Para entender então porque o artigo masculino fere a integridade emocional e psicológica da Travesti e da Transexual é preciso ouvir a voz dessa classe. É preciso que elas tenham lugar de fala! Nenhuma Travesti ou Mulher Trans se sentirá representada sendo tratada como homem, quando na verdade ela se identifica como Mulher. Toda pessoa é dotada de autenticidade para se definir. É bizarro falar “O travesti Sara atravessou a rua” como se houvesse alguma concordância com o nome que a pessoa adotou para si mesma. Um nome feminino! Logo, o uso do artigo masculino não o contempla.

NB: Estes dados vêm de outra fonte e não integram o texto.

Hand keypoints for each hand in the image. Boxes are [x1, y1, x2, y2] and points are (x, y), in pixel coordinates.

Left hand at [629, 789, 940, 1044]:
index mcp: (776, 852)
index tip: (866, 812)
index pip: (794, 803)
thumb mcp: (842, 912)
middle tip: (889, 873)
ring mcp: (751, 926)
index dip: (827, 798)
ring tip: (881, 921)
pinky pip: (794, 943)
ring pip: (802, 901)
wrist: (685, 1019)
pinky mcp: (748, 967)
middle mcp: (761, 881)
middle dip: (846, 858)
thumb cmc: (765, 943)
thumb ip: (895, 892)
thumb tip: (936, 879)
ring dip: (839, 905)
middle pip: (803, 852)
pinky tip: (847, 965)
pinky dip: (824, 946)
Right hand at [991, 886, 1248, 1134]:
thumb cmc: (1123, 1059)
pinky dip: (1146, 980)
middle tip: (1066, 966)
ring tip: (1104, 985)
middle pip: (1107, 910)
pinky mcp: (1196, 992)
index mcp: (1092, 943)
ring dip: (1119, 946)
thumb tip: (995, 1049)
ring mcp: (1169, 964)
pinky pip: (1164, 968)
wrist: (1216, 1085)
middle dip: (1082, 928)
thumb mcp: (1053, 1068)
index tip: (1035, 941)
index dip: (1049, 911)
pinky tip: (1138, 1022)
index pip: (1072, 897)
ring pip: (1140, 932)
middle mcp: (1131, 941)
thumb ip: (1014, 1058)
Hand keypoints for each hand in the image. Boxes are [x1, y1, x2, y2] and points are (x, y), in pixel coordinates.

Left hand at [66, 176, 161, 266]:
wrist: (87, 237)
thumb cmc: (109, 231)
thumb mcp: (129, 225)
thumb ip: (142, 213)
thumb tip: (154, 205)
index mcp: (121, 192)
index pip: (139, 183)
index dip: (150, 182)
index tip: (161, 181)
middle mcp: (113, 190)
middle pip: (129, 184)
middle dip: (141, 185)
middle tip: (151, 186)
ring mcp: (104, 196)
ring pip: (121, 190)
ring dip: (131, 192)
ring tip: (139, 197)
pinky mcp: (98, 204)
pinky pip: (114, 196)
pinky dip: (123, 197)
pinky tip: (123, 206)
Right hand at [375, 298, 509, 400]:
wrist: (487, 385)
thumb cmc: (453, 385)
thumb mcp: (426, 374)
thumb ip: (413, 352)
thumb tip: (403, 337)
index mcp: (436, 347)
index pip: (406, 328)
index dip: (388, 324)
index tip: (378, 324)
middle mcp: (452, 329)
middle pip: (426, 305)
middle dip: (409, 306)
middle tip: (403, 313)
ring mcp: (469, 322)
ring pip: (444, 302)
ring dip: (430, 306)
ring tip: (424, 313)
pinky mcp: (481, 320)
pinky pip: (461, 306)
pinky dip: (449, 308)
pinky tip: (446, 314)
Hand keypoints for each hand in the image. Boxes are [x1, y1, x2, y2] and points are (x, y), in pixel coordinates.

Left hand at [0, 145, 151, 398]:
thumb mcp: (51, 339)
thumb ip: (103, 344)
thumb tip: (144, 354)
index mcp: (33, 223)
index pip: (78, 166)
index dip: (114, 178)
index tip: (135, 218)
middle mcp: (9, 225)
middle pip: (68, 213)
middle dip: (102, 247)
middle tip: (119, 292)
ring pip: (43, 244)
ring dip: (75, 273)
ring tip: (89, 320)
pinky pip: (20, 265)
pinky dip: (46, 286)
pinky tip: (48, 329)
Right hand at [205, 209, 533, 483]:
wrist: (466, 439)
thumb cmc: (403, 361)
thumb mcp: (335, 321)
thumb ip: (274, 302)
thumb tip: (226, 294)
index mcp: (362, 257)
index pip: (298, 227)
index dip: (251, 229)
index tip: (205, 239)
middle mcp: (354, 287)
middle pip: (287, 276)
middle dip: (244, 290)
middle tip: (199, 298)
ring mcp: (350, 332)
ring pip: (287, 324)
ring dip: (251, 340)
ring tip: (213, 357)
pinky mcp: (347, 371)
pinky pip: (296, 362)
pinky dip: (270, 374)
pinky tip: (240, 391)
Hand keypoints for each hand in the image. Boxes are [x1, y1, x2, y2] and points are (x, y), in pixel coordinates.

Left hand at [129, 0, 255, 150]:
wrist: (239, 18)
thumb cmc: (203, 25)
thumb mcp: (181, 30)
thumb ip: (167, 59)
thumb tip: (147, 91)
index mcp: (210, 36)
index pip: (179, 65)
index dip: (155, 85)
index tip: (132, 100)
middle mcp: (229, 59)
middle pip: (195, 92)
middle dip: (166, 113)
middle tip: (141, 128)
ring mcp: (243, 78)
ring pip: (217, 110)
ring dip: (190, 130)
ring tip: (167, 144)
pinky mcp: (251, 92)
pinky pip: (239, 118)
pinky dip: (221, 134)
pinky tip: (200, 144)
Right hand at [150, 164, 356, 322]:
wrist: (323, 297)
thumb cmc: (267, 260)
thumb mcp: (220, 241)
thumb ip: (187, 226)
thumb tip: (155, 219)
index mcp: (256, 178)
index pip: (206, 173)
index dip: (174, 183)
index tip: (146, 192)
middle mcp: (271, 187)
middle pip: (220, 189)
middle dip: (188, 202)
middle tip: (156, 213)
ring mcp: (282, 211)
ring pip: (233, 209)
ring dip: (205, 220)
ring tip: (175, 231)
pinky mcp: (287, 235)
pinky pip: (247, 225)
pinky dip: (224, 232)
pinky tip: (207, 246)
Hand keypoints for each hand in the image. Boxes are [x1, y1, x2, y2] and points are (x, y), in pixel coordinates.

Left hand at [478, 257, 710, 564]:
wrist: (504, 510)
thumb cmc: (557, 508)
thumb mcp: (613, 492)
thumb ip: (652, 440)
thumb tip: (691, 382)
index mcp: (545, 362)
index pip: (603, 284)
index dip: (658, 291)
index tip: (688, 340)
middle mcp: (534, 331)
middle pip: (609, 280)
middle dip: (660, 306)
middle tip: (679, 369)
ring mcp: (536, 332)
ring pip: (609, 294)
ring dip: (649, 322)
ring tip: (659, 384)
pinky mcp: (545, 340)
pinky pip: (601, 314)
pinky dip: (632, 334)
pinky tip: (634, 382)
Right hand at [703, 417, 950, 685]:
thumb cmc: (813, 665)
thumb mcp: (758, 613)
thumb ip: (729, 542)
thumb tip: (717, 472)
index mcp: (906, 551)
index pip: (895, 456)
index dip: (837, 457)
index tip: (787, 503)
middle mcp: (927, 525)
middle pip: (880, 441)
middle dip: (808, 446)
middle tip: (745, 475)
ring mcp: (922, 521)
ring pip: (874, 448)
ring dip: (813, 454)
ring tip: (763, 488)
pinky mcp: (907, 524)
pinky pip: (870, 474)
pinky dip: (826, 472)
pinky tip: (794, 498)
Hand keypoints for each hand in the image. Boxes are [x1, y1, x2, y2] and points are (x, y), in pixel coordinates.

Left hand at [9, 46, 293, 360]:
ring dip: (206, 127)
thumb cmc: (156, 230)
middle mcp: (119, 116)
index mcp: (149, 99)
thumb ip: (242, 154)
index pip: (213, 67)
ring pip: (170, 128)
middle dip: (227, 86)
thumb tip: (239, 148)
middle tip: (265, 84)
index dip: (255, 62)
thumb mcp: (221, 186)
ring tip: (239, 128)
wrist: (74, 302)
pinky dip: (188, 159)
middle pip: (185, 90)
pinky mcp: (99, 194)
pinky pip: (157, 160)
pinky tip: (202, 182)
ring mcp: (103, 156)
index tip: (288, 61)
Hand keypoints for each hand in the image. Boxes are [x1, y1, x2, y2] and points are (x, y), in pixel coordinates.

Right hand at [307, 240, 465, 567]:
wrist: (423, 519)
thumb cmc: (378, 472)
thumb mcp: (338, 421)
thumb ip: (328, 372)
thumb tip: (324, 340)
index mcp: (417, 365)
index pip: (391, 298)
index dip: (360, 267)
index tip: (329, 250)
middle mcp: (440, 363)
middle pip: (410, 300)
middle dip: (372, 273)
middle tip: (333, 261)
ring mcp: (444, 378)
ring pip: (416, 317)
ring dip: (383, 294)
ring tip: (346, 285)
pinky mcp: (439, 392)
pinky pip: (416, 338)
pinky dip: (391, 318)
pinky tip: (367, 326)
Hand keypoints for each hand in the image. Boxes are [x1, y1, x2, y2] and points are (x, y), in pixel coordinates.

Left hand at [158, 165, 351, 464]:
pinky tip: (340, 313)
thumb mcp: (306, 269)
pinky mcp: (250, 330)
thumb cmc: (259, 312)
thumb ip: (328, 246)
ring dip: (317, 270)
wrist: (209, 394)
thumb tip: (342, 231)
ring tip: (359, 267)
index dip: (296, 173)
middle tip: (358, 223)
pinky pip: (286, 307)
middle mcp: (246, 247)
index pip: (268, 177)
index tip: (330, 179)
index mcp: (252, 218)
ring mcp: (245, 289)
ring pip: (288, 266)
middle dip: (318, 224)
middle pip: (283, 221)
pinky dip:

Por mais que os conservadores achem que o artigo deva ir de encontro ao gênero designado socialmente a partir do nascimento e do genital, essa noção é muito limitada. Gramaticistas prendem-se as normas gramaticais e esquecem que toda produção humana é válida e que a língua é também um reflexo da sociedade – Não é pra menos que ela é transfóbica! – Não existe nenhuma regra gramatical que possua sentimentos ou consciência. Isso é um privilegio humano. Por mais que a palavra Travesti seja unissex, é preciso saber como essa classe se sente representada! Não haverão Travestis que se identifiquem como Mulher e gostarão de ser tratadas como Homem. Não tem lógica! Não tem coerência.
E no caso dos homens transexuais? Não existe O travesti?” 
Não, a identidade travesti é intrinsecamente ligada a pessoa que nasceu com pênis, foi designada homem e transicionou para a mulheridade posteriormente. Homens transexuais são chamados de Homens transexuais, Transhomens e Homenstrans. A própria definição da palavra Travesti é transfóbica:
Travesti

O dicionário Aurélio define a travesti basicamente como “O homem que se veste de mulher”. Sem levar em consideração os fatores biopsicossociais que vão além da indumentária.
Persistir com a noção limitada de que um artigo ou palavra não ofende ninguém… É o mesmo que achar correto o termo Aidético, quando ele na realidade além de pejorativo é uma afronta a dignidade humana da pessoa que é portadora do HIV! Porém, o termo Aidético já foi considerado normal, assim como atualmente ainda é considerado normal tratar travestis como homens. Por mais que a sua identidade de gênero não tenha correlação nenhuma com o gênero que a sociedade lhe atribuiu ao nascer.